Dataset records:
§

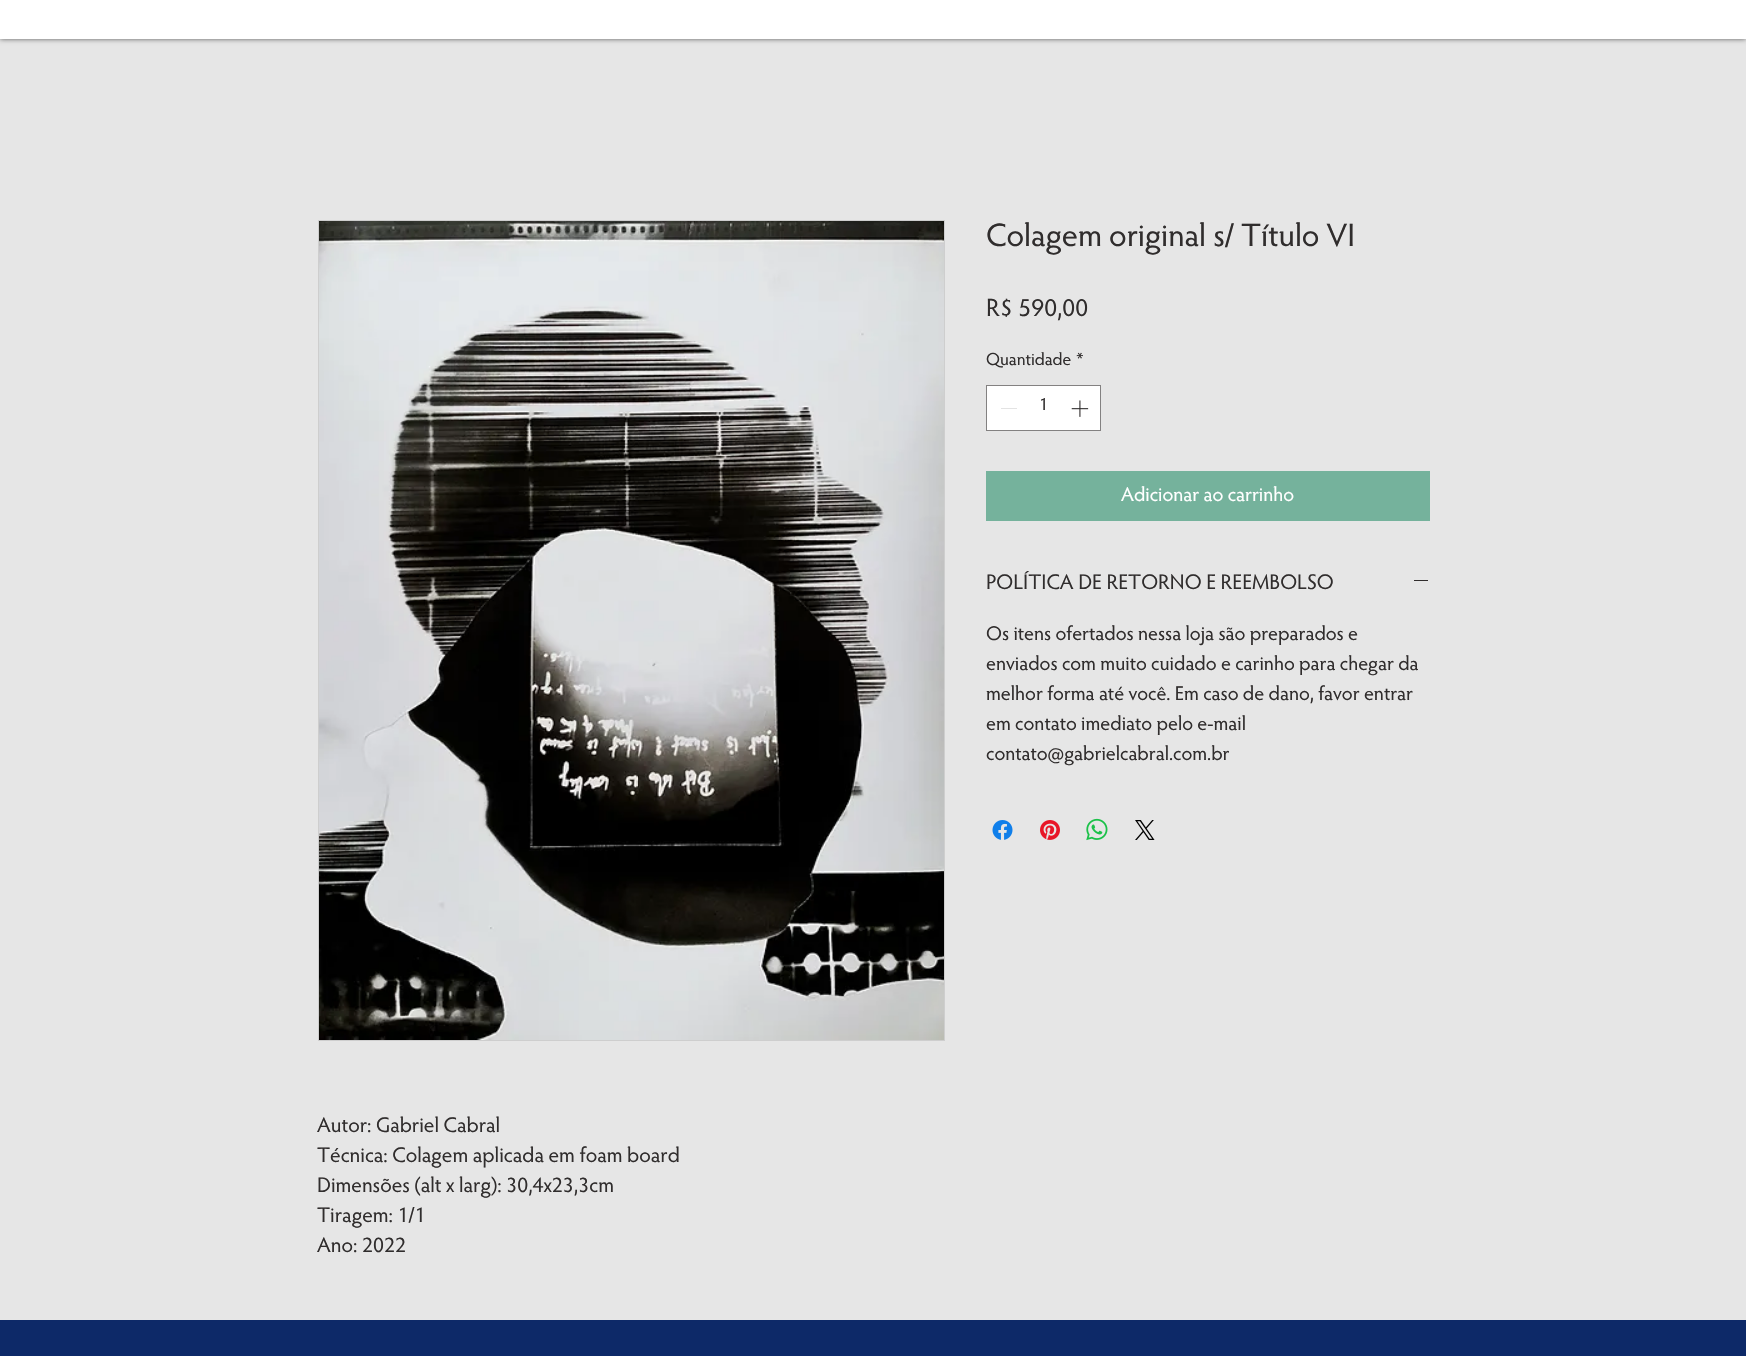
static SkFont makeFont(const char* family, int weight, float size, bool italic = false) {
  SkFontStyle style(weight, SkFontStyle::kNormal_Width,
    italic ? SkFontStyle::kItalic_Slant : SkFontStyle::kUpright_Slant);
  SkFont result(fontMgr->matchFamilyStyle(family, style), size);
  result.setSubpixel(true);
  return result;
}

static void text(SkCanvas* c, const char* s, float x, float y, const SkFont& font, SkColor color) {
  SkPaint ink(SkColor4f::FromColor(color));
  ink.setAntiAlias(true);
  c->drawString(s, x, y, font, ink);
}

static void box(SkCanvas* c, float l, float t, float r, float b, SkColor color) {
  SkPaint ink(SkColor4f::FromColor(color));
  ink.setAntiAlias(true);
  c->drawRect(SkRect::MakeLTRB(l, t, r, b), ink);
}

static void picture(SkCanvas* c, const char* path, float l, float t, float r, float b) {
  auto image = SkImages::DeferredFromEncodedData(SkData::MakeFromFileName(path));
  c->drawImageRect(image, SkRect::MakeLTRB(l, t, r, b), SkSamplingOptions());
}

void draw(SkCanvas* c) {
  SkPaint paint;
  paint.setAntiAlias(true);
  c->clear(0xffe6e6e6);
  paint.setColor(0x99000000);
  paint.setMaskFilter(SkMaskFilter::MakeBlur(kNormal_SkBlurStyle, 2.5f));
  c->drawRect(SkRect::MakeLTRB(0, -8, 1746, 39), paint);
  paint.setMaskFilter(nullptr);
  box(c, 0, 0, 1746, 39, 0xffffffff);
  SkFont face1 = makeFont("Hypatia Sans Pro", 400, 32.5f);
  text(c, "Colagem original s/ Título VI", 986, 246, face1, 0xff302d2d);
  SkFont face2 = makeFont("Hypatia Sans Pro", 400, 25);
  text(c, "R$ 590,00", 986, 316, face2, 0xff302d2d);
  SkFont face3 = makeFont("Hypatia Sans Pro", 400, 17.5f);
  text(c, "Quantidade", 986, 365, face3, 0xff302d2d);
  text(c, "*", 1076, 365, face3, 0xff302d2d);
  paint.setColor(0xffffffff);
  c->drawRect(SkRect::MakeLTRB(986.5f, 385.5f, 1100.5f, 430.5f), paint);
  paint.setStyle(SkPaint::kStroke_Style);
  paint.setStrokeWidth(1);
  paint.setColor(0xff838181);
  c->drawRect(SkRect::MakeLTRB(986.5f, 385.5f, 1100.5f, 430.5f), paint);
  box(c, 1001, 408, 1017, 409, 0xffe3e3e3);
  text(c, "1", 1039, 410, face3, 0xff302d2d);
  picture(c, "img_01.png", 1071, 400, 1089, 417);
  box(c, 986, 471, 1430, 521, 0xff75b29c);
  SkFont face4 = makeFont("Hypatia Sans Pro", 400, 20);
  text(c, "Adicionar ao carrinho", 1121, 501, face4, 0xffffffff);
  SkFont face5 = makeFont("Hypatia Sans Pro", 400, 21.25f);
  text(c, "POLÍTICA DE RETORNO E REEMBOLSO", 986, 589, face5, 0xff302d2d);
  box(c, 1414, 580, 1428, 581, 0xff302d2d);
  text(c, "Os itens ofertados nessa loja são preparados e", 986, 640, face4, 0xff302d2d);
  text(c, "enviados com muito cuidado e carinho para chegar da", 986, 670, face4, 0xff302d2d);
  text(c, "melhor forma até você. Em caso de dano, favor entrar", 986, 700, face4, 0xff302d2d);
  text(c, "em contato imediato pelo e-mail", 986, 730, face4, 0xff302d2d);
  text(c, "contato@gabrielcabral.com.br", 986, 760, face4, 0xff302d2d);
  picture(c, "img_02.png", 992, 820, 1013, 840);
  picture(c, "img_03.png", 1040, 820, 1060, 840);
  picture(c, "img_04.png", 1086, 818, 1108, 841);
  picture(c, "img_05.png", 1135, 820, 1155, 840);
  paint.setColor(0xffcecece);
  c->drawRect(SkRect::MakeLTRB(318.5f, 220.5f, 944.5f, 1040.5f), paint);
  picture(c, "img_06.png", 319, 221, 944, 1040);
  text(c, "Autor: Gabriel Cabral", 317, 1132, face5, 0xff302d2d);
  text(c, "Técnica: Colagem aplicada em foam board", 317, 1162, face5, 0xff302d2d);
  text(c, "Dimensões (alt x larg): 30,4x23,3cm", 317, 1192, face5, 0xff302d2d);
  text(c, "Tiragem: 1/1", 317, 1222, face5, 0xff302d2d);
  text(c, "Ano: 2022", 317, 1252, face5, 0xff302d2d);
  box(c, 0, 1320, 1746, 1356, 0xff0d2968);
}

§

Your goal: Please output exactly the lines between the one holding "static void box(SkCanvas*" and the one holding "paint.setAntiAlias(true);" in the records above, inclusive, and nothing more.

Result:
static void box(SkCanvas* c, float l, float t, float r, float b, SkColor color) {
  SkPaint ink(SkColor4f::FromColor(color));
  ink.setAntiAlias(true);
  c->drawRect(SkRect::MakeLTRB(l, t, r, b), ink);
}

static void picture(SkCanvas* c, const char* path, float l, float t, float r, float b) {
  auto image = SkImages::DeferredFromEncodedData(SkData::MakeFromFileName(path));
  c->drawImageRect(image, SkRect::MakeLTRB(l, t, r, b), SkSamplingOptions());
}

void draw(SkCanvas* c) {
  SkPaint paint;
  paint.setAntiAlias(true);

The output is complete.